The daily lowdown on books, publishing, and the occasional author behaving badly.
- A.M. Homes won the prestigious Women's Prize for Fiction (formerly the Orange Prize, soon to be the Baileys prize) for her novel May We Be Forgiven. It follows Nixon historian Harold Silver as he begins an ultimately fatal affair with his sister-in-law. NPR's Michael Schaub wrote, "It's not just one of the best novels of the past few years, it's also the most deeply, painfully American." Homes beat out front-runner Hilary Mantel, as well as other prominent writers such as Zadie Smith, Barbara Kingsolver and Maria Semple.
- Adam Johnson, who recently won the Pulitzer Prize for Fiction for his novel about North Korea, The Orphanmaster's Son, spoke to NPR's Renee Montagne about meeting the late dictator Kim Jong Il's sushi chef while on assignment for GQ magazine: "Kenji Fujimoto's story is the most rare of tales. There's really two North Koreas. There's a countryside, with extreme privation, where people are really fighting for their lives; and those are the people who tend to defect. So we have a great portrait of what it's like to live in poverty and repression, in North Korea. The elites, in Pyongyang, rarely defect. So their stories are much more elusive."

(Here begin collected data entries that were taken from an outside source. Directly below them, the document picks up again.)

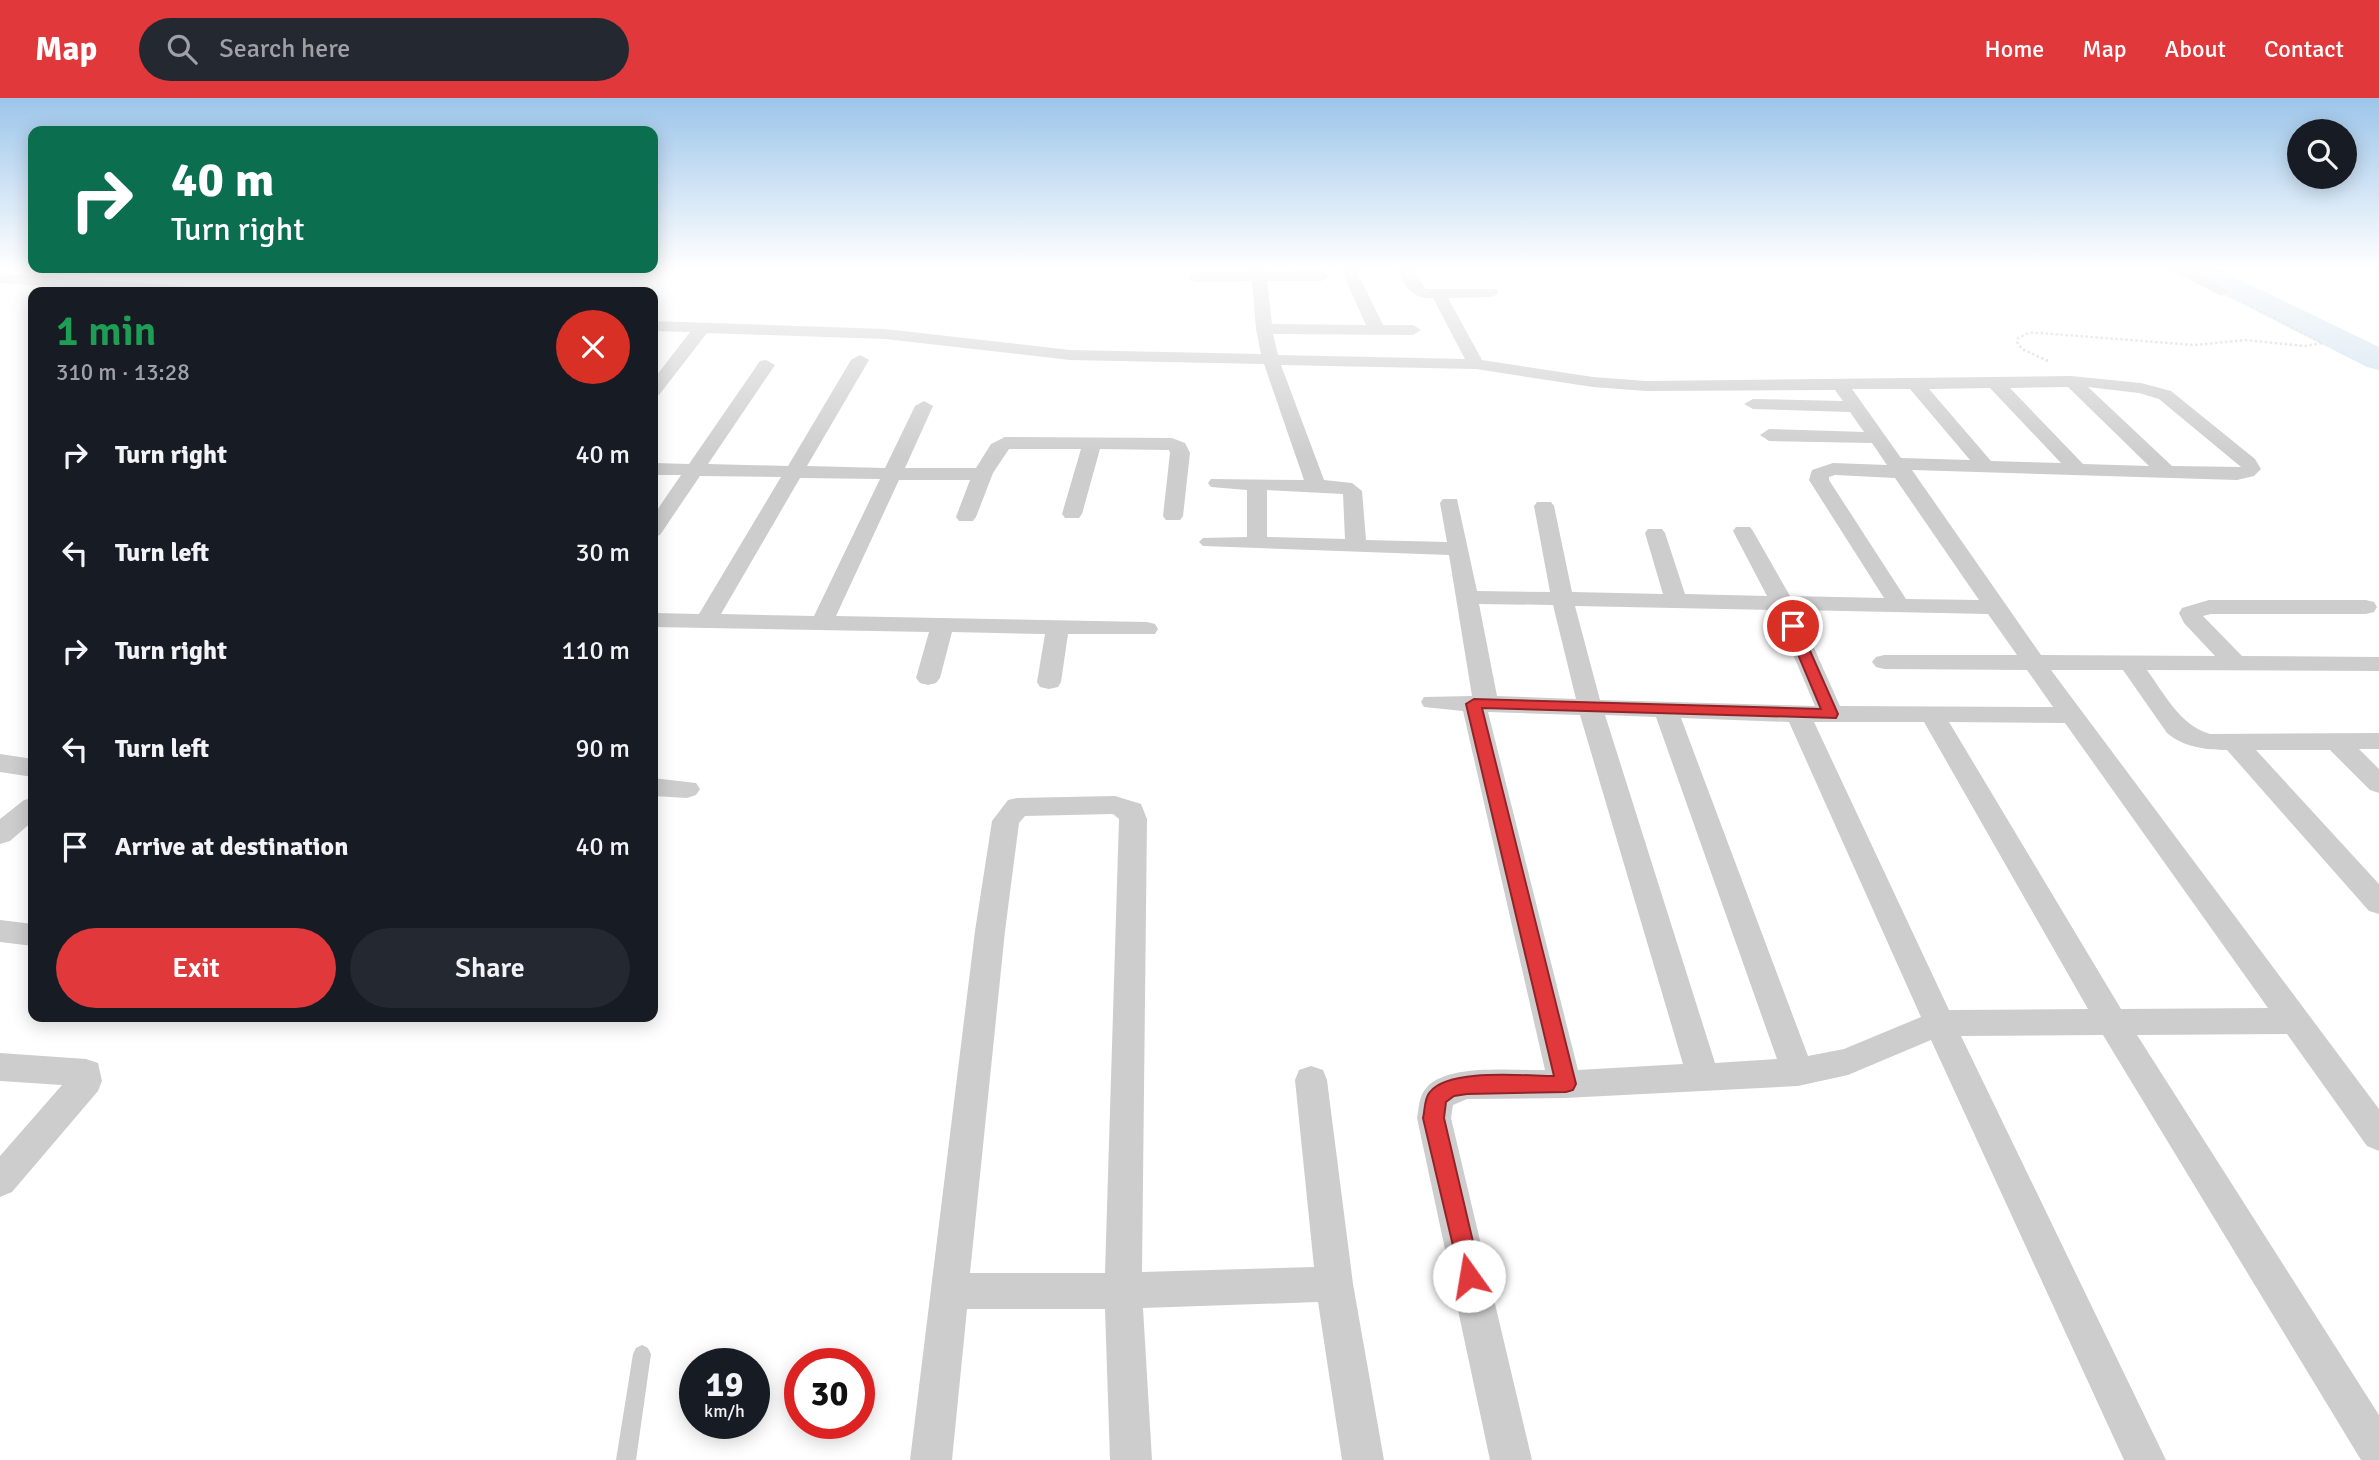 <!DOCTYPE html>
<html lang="en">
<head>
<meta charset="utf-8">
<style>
  body { margin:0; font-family:Signika,sans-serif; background:#242831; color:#f1f3f6; height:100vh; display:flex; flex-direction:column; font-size:26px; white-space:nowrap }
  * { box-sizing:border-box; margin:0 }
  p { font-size:23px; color:#9ea1a6 }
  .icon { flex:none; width:38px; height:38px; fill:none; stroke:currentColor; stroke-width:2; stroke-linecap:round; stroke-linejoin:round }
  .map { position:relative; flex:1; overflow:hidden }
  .details { position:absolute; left:28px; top:189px; width:630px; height:735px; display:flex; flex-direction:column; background:#171b24; border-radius:14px; box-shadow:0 4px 18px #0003 }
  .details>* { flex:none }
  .guide { position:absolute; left:28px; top:28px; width:630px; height:147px; border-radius:14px; box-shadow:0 4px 18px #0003; background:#0b6e4f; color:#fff; overflow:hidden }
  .fabs { position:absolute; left:2287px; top:21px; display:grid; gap:14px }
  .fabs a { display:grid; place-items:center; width:70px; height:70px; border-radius:50%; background:#171b24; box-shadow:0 4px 18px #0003; font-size:35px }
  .speed { position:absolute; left:679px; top:1250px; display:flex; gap:14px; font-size:35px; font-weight:700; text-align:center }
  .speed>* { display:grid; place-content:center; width:91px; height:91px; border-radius:50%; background:#171b24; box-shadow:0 4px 18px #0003; line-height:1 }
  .speed small { font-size:18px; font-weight:400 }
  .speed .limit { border:10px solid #d22; background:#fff; color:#111 }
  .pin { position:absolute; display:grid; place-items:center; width:60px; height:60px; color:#fff; margin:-30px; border:4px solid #fff; border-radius:50%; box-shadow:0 2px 7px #0007 }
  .me { position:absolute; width:77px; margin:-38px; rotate:347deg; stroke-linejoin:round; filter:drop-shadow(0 0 5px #0008) }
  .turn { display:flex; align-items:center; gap:24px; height:147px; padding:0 28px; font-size:32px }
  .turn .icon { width:91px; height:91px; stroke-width:2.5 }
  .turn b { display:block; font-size:49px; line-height:60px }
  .round { display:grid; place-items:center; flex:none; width:74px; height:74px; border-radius:37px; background:#242831 }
  .headline { display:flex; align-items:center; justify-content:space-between; height:119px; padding:0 28px }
  h1 { font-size:42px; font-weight:600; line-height:52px; color:#1e9e55 }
  .cta { display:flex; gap:14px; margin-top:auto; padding:14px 28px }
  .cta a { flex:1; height:80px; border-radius:42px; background:#e1383c; color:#fff; font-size:28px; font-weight:600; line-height:80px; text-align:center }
  .cta a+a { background:#242831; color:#f1f3f6 }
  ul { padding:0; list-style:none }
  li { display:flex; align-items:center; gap:21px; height:98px; padding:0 28px }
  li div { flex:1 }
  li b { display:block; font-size:26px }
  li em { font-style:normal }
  header { display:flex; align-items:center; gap:42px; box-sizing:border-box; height:98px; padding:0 35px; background:#e1383c; color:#fff }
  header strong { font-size:33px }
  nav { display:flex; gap:38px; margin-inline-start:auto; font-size:24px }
  .search { width:490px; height:63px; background:#242831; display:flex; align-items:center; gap:18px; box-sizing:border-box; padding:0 24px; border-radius:38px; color:#9ea1a6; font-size:26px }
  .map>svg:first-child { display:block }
</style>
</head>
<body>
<header>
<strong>Map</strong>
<div class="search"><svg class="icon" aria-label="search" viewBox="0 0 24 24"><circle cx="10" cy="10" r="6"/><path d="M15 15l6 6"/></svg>Search here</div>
<nav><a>Home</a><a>Map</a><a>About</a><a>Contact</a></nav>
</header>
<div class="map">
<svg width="2379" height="1362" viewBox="0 0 2379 1362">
  <rect width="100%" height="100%" fill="#fff"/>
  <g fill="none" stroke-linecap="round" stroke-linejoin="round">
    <!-- river -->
    <path fill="#cbdeec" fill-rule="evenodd" d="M2176,169h38l165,80v23l-12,-3 -186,-94z"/>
    <!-- path -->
    <path stroke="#cdcdcd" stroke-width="2.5" stroke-dasharray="2.5 2.5" stroke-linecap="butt" d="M2048,263l-26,-12 -5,-7 1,-4 11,-5h11l154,12 50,-5 61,6 17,-3 -84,-44"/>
    <!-- lane -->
    <path fill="#cdcdcd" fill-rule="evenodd" d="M642,1247l6,3 3,6 -15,106h-20l17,-106 3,-6z"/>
    <!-- street -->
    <path fill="#cdcdcd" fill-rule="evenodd" d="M1251,169h14l1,5 56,-1 8,5 -8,5h-55l5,43 94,1 -26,-58h15l28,58h30l8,5 -8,5 -140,-1 5,21 187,4 -32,-61c-23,1 -28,-13 -38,-31h15l16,22h70l2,3 -2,3 -6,2 -42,1 34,62 111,17 53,4 425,-5 70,7 30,8 84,68 6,10 -7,7 -17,4 -325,-10 129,185 174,1 -31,-33 -5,-10 3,-5 27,-8h157l8,2 3,5 -3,5 -8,2h-155l-8,2 39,40 137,1v14l-232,-1c18,25 33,55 63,64l169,-1v16h-20l20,20v24l-9,-3 -40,-40h-74l123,134v30l-10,-3 -142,-161c-21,0 -44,-3 -60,-17l-44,-63h-72l328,439v42l-12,-5 -80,-112 -150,1 242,380v45h-18l-258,-425 -142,1 205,424h-42l-193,-420 -83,35 -50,11 -233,12 -98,1 -14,6 -2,13 81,342h-42l-73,-342c2,-11 2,-23 10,-31 22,-24 88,-16 118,-17l-82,-359 -39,-4 -3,-5 3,-5 48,-1 -23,-141 -246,-9 -4,-4 4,-4 44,-1v-47l-36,-3 -3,-4 3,-4 93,1 -40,-116 -194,-4 -185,-21 -178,-6 -48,62 -6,1v-16l37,-48 -37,-1v-10l232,8 185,21 191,4 -5,-25 -4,-48 -57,1 -8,-5 8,-5h56zM1281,267l195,4 117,18 53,4 189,-1 8,11 -90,-2 -9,5 9,5 97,3 14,20 -95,-3 -9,6 9,6 103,2 15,22 -54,-2 -21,7 -3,10 75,118 -94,-2 -37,-65 -3,-4h-14l-3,4 34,65 -82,-2 -20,-61 -3,-4h-14l-3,4 18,61 -91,-2 -18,-86 -3,-4h-14l-3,4 16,86 -73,-1 -20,-92h-14l-3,4 7,39 -81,-2 -4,-49 -10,-8 -28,-3zM2068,289l81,79 -66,-2 -73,-76zM2088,289l51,6 20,6 82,68 -69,-1zM1990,290l71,75 -70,-2 -62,-72zM1852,291h58l60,71 -69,-2zM1835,377l60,3 84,122 -73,-1 -77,-119v-3zM1267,392l76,4 2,45 -78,-2zM1479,506l74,1 23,94 -79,-3zM1575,508l199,4 41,96 -215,-6zM1797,512l191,4 29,41h-133l-8,2 -4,5 4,5 8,2 143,1 26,37 -213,-1zM1488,614l92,3 103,349 -105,6zM1605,617l51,2 121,342 -62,4zM1681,620l108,4 132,295 -77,32 -36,7zM1814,624h110l164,287 -139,1zM1949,624l116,1 203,285 -147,1z
      M2166,169h20l44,24 -8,5 -5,-2z
      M0,175l199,14 8,5h-70l-137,-9z
      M860,257l9,5 -62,106 78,2 30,-62 9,-5 9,5 -28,62h71l15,-24 14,-7 167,1 13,5 5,10 -7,63 -3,4h-14l-3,-4 7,-63 -1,-3 -69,-1 -18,65 -3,4h-14l-3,-4 19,-65h-72l-16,24 -17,44 -3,4h-14l-3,-4 14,-37h-71l-63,136 311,6 8,2 3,5 -3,5h-87l-7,48 -3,5 -9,2 -9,-2 -3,-5 8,-48 -93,-2 -12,46 -4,5 -8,2 -8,-2 -4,-5 13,-46 -276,-5v-14l46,1 82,-137 -81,-1 -40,59 -7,2v-21l28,-41h-28v-12l36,1 71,-103 6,-1 9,5 -67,99 80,2 63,-106zM800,380l80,1 -66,137 -93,-2z
      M0,656l33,5v18l-33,-5z
      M653,680l43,5 4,6 -4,6 -9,3 -34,-2z
      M1115,698l26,8 6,15 -5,453 172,-5 -19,-187 4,-10 12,-4 12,4 4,10 26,204 31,176h-42l-24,-158 -175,6 9,152h-42l-5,-151h-138l-15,151h-42l65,-529 17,-110 16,-21 9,-2zM1113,716l6,5 -14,454h-135l35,-342 14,-108 6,-7z
      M33,700v23l-23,20 -10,3v-25l24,-19z
      M0,822l33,4v22l-33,-4z
      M0,955l86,6 12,4 4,18 -4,10 -86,101 -12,5v-41l62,-71 -62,-4z"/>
  </g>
  <!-- sky -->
  <linearGradient id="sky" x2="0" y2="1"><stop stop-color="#9cc5ea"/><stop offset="0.47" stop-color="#fff"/><stop offset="1" stop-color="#fff" stop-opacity="0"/></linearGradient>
  <rect width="2379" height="360" fill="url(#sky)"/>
  <!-- route -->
  <path fill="#e1383c" stroke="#922427" stroke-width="2" d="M1793,524l6,4 39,88 -2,4 -354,-10 94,376 -3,6 -7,2 -99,2 -13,2 -8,6 -2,16 37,158 -4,8 -8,3 -7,-3 -39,-166c2,-7 1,-20 7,-26 19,-24 95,-16 124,-16l-88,-372 8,-5 347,10 -35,-83z"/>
</svg>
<div class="fabs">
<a><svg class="icon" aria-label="search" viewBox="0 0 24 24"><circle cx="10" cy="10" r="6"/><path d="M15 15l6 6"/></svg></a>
</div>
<div class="speed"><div>19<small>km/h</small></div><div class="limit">30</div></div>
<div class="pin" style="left:1793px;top:528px;background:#d93025"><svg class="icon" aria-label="arrive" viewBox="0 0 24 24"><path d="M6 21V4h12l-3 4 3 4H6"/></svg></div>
<svg class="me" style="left:1469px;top:1178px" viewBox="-20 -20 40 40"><circle r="19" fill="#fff"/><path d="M0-13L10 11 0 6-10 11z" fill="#e1383c"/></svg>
<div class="guide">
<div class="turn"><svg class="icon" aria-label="right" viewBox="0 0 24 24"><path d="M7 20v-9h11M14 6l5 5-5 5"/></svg><div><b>40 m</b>Turn right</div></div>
</div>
<section class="details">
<div class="headline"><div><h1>1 min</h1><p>310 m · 13:28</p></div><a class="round" style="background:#d93025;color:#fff"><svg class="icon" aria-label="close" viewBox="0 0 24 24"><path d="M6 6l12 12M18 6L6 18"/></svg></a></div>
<ul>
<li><svg class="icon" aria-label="right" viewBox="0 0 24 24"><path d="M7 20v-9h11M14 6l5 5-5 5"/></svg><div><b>Turn right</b></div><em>40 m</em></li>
<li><svg class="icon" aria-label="left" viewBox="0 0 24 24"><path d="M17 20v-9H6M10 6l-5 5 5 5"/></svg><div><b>Turn left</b></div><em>30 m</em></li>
<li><svg class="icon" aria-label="right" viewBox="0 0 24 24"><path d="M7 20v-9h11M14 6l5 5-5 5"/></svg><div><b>Turn right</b></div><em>110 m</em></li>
<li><svg class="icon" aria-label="left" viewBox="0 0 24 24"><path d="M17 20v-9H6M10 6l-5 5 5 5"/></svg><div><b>Turn left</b></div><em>90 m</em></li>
<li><svg class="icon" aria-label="arrive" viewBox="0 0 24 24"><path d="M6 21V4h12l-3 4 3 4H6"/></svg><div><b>Arrive at destination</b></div><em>40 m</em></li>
</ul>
<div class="cta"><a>Exit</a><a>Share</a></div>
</section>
</div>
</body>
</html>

- Novel laureate and Turkish novelist Orhan Pamuk writes about the recent protests in Istanbul for The New Yorker: "[I]t fills me with hope and confidence to see that the people of Istanbul will not relinquish their right to hold political demonstrations in Taksim Square — or relinquish their memories — without a fight."
- The English satirist Tom Sharpe has died at his home in Catalonia, according to the Spanish newspaper El Pais. He was 85. Sharpe's first two novels, Riotous Assembly and Indecent Exposure, are scathing critiques of apartheid in South Africa. He is perhaps best known for Porterhouse Blue, a satire of Cambridge life.
- For The New York Review of Books, April Bernard considers Sylvia Plath: "Indispensable, often imitated, endlessly instructive about what poetry can do — Plath slips the noose of biography and stays alive in her poems, where the uncanny is at once personal and political." (While you're at it, read Craig Morgan Teicher's sophisticated take on The Colossus, her first collection of poems.)
- Slate features beautiful pictures of Emily Dickinson's herbarium (her book of pressed flowers) on its history blog, The Vault.